- RECORD EXTRACTS:

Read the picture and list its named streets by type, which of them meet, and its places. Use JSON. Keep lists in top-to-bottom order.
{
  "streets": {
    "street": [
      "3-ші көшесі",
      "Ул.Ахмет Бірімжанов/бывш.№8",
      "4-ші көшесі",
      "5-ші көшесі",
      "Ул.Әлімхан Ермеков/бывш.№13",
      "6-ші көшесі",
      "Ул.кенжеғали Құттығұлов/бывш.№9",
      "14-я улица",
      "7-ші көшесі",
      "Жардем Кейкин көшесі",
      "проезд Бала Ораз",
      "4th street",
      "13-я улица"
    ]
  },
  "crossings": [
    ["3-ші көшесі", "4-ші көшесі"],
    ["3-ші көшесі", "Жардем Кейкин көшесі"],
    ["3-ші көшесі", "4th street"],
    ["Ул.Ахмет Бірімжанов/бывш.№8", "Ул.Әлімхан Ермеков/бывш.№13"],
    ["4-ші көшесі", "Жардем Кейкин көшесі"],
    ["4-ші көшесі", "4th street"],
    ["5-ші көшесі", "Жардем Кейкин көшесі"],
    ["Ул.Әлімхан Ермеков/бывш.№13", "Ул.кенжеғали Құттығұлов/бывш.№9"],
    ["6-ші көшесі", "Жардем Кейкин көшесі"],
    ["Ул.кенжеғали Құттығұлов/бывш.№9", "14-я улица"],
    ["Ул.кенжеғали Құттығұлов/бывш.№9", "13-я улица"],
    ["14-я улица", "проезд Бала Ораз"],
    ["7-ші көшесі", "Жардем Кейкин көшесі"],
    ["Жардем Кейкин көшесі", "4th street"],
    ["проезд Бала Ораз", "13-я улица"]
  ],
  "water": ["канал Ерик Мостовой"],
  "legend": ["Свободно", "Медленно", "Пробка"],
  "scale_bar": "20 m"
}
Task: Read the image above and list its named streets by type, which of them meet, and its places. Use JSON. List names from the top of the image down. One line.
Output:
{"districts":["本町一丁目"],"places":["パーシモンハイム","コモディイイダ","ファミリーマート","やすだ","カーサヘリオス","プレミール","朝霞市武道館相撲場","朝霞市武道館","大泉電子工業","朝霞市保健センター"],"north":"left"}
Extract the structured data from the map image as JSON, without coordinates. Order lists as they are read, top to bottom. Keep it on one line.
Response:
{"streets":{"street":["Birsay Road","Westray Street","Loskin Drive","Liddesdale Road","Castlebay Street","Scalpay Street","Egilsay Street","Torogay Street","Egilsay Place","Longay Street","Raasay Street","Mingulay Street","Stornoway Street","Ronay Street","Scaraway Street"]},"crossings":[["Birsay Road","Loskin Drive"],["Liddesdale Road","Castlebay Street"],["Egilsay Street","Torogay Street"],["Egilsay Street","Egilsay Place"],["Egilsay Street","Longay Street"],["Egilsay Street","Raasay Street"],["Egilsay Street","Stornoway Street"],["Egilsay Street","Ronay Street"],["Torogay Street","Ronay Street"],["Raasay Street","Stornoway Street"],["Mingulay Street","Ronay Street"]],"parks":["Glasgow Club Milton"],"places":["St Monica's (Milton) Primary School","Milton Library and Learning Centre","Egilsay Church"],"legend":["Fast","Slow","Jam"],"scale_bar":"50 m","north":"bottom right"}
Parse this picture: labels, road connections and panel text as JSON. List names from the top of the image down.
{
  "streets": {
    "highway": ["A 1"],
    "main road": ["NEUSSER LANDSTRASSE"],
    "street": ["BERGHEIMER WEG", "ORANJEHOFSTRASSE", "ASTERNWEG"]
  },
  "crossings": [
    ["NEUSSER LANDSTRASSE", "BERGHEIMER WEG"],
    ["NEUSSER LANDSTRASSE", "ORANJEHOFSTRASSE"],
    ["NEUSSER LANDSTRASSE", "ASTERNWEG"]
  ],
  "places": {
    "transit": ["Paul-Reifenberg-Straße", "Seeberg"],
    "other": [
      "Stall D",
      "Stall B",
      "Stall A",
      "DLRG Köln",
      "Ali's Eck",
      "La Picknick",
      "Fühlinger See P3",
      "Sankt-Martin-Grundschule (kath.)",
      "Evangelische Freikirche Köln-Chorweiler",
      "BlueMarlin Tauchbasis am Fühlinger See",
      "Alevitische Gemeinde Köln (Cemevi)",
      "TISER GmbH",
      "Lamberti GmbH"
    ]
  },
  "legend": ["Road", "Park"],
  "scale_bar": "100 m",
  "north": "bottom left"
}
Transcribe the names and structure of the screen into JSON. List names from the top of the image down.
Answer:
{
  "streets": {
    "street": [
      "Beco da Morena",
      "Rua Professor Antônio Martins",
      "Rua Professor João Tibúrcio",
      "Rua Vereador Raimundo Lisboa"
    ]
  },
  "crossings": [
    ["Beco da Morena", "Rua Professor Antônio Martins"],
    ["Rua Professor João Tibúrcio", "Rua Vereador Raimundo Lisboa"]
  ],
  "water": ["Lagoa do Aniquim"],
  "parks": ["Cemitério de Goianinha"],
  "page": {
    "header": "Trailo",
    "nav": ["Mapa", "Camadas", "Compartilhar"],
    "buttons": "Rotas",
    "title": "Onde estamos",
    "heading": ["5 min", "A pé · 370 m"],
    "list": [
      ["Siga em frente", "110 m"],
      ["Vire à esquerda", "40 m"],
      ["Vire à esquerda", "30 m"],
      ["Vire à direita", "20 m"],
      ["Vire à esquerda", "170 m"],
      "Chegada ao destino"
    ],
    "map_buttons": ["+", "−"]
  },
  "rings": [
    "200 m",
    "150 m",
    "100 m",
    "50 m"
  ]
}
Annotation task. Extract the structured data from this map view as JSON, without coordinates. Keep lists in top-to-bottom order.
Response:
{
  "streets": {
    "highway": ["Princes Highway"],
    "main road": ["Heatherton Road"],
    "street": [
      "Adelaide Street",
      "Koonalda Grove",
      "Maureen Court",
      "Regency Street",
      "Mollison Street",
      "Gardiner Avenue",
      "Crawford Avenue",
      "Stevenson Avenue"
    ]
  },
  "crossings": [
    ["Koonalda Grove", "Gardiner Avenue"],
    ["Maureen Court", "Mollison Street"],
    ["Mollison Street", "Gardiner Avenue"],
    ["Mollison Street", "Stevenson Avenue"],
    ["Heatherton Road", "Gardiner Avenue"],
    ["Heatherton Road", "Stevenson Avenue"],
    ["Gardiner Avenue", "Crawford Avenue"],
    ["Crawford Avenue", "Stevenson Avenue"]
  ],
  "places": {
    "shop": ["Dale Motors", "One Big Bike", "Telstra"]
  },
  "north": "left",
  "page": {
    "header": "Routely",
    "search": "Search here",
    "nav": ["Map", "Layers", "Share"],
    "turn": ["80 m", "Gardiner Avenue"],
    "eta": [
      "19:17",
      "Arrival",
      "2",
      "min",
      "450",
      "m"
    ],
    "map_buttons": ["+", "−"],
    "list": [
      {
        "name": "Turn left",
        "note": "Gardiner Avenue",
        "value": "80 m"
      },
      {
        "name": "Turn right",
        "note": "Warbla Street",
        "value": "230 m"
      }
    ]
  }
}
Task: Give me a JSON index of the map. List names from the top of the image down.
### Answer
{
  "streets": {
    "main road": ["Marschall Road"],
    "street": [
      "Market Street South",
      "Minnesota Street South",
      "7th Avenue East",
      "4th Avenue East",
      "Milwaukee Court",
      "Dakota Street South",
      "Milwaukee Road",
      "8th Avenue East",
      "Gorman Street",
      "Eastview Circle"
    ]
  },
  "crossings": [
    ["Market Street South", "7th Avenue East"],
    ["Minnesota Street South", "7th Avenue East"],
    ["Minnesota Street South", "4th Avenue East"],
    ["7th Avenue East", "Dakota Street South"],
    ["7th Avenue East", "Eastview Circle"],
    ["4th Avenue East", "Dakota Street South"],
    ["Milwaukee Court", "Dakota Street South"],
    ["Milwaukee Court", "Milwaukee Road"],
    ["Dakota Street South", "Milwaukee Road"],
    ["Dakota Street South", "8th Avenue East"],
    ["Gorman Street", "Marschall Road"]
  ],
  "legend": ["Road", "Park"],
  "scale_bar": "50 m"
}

- WORK TASK: Count every line in the listing above that holds "image", then report only the count.

- RESPONSE BOX: 5